Show that the $L^{p}$ norm $\|f\|_{L^{p}} := \big( \int^{b}_{a} |f(x)|^p\big)^{1/p}$ is not induced by a scalar product for $p \neq 2$.

Question

On $X = C^0\big([a,b]\big)$, for any $p \in \mathbb{R}$, $p>1$, we define the $L^p$ norm by, $$\|f\|_{L^{p}}:=\big(\int^{b}_{a}|f(x)|^{p}dx \big)^{1/p}.$$

Show that for $p\neq 2$, this norm is not induced by a scalar product.

My method of trying to prove this was to prove a contradiction to the parallelogram rule,

$$ \|f+g\|^{2}_{p} + \|f-g\|^{2}_{p} = 2\|f\|^{2}_{p} + 2\|g\|^{2}_{p}, \tag{$1$}$$

where $f,g \in C^{0}([a,b])$.

So I defined the following functions;

$$f(x):=\frac{a+b}{2}-x$$

$$g(x) := \begin{cases}\frac{a+b}{2}-x, \ \ for \ \ a \leq x \le \frac{a+b}{2}. \\ x-\frac{a+b}{2}, \ \ for \ \ \frac{a+b}{2} < x \le b \end{cases}$$

which gives

$$f(x)+g(x) = \begin{cases} a+b-2x, \ \ & for \ \ a\le x \le \frac{a+b}{2}. \\ 0, & for \ \ \frac{a+b}{2} < x \le b\end{cases}$$

$$f(x)-g(x) = \begin{cases} 0, & for \ \ a \le x \le \frac{a+b}{2}. \\ 2x - (a+b), \ \ & for \ \ \frac{a+b}{2} < x \le b \end{cases}$$

Then I proceeded to calculate each term of the parallelogram rule,

$$\|f+g\|^{2}_{p} = \bigg( \int^{\frac{a+b}{2}}_{a}|a+b-2x|^{p}\bigg)^{2/p} = \frac{(b-a)^{\frac{2(p+1)}{p}}}{(2(p+1))^{2/p}} $$

$$ \|f-g\|^{2}_{p} = \bigg( \int_{\frac{a+b}{2}}^{b}|2x- (a+b)|^{p}\bigg)^{2/p} = \frac{(b-a)^{\frac{2(p+1)}{p}}}{(2(p+1))^{2/p}}$$

$$2\|f\|^{2}_{p} = 2 \bigg( \int^{b}_{a}| \frac{a+b}{2}-x|^{p} dx \bigg)^{2/p} = 2 \cdot \frac{2^{2/p}(\frac{b-a}{2})^{\frac{2(p+1)}{p}}}{(p+1)^{2/p}} $$

$$\begin{align}2 \|g\|^{2}_{p} & = 2 \bigg(\int^{\frac{a+b}{2}}_{a} |\frac{a+b}{2} - x|^{p} dx \ + \ \int^{b}_{\frac{a+b}{2}}|x- \frac{a+b}{2}|^{p} dx\bigg)^{2/p} \\ & =2 \cdot \frac{2^{2/p}(\frac{b-a}{2})^{\frac{2(p+1)}{p}}}{(p+1)^{2/p}} \end{align}$$

Plugging into $(1)$ we then get $$2 \cdot \frac{(b-a)^{\frac{2(p+1)}{p}}}{(2(p+1))^{2/p}} = 4 \cdot \frac{2^{2/p}(\frac{b-a}{2})^{\frac{2(p+1)}{p}}}{(p+1)^{2/p}}$$ which simplifies quite nicely to

$$2^{p} = 4.$$

So the equality only holds for $p = 2$.

Is what i've done correct? is there another way of proving the question which is better?

Answer 1

Your idea looks fine.

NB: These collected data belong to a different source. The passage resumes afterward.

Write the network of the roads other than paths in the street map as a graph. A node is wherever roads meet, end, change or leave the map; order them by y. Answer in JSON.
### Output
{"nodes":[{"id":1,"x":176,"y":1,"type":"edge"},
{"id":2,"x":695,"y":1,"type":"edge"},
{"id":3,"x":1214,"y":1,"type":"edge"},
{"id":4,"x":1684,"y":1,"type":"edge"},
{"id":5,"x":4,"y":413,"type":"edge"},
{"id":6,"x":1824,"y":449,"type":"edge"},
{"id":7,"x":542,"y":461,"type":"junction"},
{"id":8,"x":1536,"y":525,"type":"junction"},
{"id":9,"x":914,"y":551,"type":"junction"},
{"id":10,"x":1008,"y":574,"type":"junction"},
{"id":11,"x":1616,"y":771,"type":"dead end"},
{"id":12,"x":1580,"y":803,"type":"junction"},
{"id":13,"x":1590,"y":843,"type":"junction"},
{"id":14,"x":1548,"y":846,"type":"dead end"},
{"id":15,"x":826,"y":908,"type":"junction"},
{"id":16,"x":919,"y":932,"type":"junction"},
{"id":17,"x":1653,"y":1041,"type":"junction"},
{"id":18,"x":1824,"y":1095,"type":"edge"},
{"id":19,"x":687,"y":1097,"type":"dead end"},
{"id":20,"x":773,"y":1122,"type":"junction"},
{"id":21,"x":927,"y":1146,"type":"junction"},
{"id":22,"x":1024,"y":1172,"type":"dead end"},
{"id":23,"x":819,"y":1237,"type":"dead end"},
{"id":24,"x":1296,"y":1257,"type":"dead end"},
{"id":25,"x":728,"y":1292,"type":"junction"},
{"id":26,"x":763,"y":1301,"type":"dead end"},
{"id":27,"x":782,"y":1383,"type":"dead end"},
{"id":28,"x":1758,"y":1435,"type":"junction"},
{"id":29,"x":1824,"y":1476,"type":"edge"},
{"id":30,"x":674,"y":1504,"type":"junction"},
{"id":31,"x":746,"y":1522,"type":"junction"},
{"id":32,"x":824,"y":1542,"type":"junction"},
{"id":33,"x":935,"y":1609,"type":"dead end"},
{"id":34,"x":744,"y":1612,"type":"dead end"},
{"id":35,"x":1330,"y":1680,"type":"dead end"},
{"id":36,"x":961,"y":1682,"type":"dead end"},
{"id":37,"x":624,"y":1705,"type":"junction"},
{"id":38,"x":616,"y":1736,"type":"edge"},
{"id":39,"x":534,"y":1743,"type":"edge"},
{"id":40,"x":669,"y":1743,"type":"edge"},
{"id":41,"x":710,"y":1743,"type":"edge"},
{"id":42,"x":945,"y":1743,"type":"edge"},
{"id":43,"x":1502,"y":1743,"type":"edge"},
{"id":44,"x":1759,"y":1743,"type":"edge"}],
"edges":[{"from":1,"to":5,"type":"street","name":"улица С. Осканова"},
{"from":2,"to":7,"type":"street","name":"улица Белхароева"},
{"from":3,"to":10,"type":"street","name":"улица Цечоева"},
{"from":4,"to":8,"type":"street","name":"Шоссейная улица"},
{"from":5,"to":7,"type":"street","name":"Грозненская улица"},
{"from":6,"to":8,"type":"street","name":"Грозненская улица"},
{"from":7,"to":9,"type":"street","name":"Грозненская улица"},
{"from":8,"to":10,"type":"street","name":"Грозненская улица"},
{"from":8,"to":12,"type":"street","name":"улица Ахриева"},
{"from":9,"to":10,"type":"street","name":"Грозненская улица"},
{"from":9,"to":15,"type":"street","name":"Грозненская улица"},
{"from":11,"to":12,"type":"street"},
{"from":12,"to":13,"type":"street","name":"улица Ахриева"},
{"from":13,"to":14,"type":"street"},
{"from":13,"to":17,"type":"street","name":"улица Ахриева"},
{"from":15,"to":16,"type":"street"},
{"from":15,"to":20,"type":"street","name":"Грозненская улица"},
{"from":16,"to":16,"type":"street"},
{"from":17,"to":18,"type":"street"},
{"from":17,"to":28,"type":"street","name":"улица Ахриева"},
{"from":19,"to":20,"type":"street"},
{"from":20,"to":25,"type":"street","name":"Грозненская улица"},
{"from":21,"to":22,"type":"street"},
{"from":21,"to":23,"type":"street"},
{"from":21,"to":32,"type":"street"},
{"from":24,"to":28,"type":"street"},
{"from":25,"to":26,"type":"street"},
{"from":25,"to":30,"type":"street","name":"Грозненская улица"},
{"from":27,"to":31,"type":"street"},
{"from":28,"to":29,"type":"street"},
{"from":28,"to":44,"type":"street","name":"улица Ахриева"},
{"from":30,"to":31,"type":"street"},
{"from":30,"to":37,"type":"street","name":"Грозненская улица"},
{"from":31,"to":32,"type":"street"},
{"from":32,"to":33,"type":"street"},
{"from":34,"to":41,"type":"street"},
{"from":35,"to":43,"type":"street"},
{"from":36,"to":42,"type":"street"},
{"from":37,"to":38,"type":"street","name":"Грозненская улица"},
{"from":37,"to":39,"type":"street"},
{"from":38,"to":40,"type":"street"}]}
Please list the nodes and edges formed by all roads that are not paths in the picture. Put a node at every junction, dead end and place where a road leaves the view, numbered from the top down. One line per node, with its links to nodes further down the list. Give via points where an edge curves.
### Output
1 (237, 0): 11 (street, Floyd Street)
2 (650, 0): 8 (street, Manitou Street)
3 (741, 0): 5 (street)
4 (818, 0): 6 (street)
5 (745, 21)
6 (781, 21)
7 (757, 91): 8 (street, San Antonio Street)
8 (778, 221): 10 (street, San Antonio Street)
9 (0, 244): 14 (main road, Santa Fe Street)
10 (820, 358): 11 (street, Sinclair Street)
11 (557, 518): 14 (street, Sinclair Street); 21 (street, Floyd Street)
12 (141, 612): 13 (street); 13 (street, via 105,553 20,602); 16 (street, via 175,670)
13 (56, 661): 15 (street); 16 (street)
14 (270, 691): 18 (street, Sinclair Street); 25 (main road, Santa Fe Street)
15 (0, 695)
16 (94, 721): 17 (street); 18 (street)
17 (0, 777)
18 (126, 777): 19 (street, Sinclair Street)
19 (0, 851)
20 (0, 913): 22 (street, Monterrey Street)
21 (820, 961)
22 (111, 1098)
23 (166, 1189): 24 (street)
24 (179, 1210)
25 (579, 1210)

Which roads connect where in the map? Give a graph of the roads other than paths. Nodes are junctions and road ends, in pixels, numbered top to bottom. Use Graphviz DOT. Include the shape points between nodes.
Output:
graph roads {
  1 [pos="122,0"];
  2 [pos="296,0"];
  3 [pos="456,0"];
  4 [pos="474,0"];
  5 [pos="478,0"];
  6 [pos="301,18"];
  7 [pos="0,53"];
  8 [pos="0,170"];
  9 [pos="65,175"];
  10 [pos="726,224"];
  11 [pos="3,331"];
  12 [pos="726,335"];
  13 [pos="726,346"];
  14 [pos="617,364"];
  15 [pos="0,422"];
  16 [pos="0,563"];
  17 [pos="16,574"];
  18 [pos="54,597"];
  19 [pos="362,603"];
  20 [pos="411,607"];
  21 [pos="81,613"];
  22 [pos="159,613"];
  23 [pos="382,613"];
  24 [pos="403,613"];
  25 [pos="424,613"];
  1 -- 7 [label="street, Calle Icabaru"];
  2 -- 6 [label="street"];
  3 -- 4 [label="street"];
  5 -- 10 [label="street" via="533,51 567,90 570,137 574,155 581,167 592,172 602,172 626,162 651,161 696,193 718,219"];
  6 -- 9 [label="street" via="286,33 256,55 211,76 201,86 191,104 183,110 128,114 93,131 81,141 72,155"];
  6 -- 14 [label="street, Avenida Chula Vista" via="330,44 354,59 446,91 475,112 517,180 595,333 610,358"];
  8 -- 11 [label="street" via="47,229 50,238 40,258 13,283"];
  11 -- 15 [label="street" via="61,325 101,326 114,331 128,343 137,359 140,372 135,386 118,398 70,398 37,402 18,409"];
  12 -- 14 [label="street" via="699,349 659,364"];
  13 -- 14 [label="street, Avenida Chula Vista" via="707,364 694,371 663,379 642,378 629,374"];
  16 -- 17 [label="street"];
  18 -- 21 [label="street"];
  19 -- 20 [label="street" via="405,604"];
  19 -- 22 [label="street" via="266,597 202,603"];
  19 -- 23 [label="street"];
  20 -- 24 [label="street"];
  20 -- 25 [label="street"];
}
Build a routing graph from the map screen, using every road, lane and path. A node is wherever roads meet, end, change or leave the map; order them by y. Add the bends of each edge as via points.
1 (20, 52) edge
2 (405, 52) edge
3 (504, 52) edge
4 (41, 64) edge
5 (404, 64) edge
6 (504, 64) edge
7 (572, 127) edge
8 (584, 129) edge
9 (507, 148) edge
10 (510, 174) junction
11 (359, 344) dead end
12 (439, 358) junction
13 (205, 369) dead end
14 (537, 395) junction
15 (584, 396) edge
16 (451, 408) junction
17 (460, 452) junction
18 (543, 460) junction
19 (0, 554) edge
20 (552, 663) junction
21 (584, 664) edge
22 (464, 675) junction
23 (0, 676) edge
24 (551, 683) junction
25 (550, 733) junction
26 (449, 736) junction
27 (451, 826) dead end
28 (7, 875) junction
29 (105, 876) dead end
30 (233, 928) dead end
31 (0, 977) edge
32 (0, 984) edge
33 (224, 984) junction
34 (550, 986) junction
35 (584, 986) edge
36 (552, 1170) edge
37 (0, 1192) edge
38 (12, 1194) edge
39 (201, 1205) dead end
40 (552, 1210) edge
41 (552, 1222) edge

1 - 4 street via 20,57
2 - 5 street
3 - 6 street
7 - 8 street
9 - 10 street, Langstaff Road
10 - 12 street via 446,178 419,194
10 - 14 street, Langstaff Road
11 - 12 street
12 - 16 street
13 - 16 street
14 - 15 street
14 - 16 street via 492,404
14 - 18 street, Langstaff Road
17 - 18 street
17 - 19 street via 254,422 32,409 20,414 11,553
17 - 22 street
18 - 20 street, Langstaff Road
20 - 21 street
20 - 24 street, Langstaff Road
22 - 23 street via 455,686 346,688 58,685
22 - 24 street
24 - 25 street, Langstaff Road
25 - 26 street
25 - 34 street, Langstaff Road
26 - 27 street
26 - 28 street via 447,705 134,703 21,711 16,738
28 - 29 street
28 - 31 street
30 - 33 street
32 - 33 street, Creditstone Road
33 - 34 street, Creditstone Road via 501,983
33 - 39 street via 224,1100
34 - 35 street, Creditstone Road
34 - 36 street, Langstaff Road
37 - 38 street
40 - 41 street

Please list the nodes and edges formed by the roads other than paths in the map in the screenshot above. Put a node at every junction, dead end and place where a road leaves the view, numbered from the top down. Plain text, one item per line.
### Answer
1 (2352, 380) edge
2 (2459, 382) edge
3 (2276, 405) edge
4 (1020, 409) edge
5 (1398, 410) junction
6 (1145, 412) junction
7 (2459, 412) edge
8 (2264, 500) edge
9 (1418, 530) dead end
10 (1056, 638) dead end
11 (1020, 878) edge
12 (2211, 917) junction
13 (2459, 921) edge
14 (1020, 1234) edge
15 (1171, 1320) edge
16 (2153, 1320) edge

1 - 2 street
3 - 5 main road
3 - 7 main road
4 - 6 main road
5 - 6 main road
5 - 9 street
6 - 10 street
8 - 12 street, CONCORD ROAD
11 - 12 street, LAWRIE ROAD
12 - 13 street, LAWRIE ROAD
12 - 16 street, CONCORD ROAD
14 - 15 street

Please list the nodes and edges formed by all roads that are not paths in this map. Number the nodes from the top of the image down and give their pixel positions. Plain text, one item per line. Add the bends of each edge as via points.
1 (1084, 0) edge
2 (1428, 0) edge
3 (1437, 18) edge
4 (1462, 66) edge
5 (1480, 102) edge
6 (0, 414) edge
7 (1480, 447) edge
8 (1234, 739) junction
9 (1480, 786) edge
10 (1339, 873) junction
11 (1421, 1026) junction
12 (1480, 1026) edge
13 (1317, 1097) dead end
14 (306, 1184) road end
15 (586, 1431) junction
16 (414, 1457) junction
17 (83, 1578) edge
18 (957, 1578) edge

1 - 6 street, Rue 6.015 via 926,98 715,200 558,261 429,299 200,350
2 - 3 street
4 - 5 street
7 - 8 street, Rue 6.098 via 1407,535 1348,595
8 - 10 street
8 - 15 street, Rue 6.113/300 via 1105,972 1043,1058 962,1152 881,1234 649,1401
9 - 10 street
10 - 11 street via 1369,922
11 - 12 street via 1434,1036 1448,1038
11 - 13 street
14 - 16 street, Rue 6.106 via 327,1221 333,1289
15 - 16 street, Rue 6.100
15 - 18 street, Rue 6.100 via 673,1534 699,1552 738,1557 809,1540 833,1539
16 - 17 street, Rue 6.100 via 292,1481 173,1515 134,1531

However, here's a simpler approach: Let $f = \chi_A$ and $g = \chi_B$ be the indicator functions of two disjoint sets*. Then

$$\|f + g\|_p^2 + \|f - g\|_p^2 = 2 (|A| + |B|)^{2/p}$$

by a direct calculation. On the other hand,

$$2 \|f\|_p^2 + 2\|g\|_p^2 = 2 (|A|^{2/p} + |B|^{2/p}).$$

This would imply that for all real numbers $a, b \ge 0$ we have

$$(a + b)^{2/p} = a^{2/p} + b^{2/p}.$$

For any $a, b$ which are both positive, this implies $p = 2$ as a consequence of Jensen's inequality. For a specific example, $a = b = 1$ implies $2^{2/p} = 2$, so $p = 2$.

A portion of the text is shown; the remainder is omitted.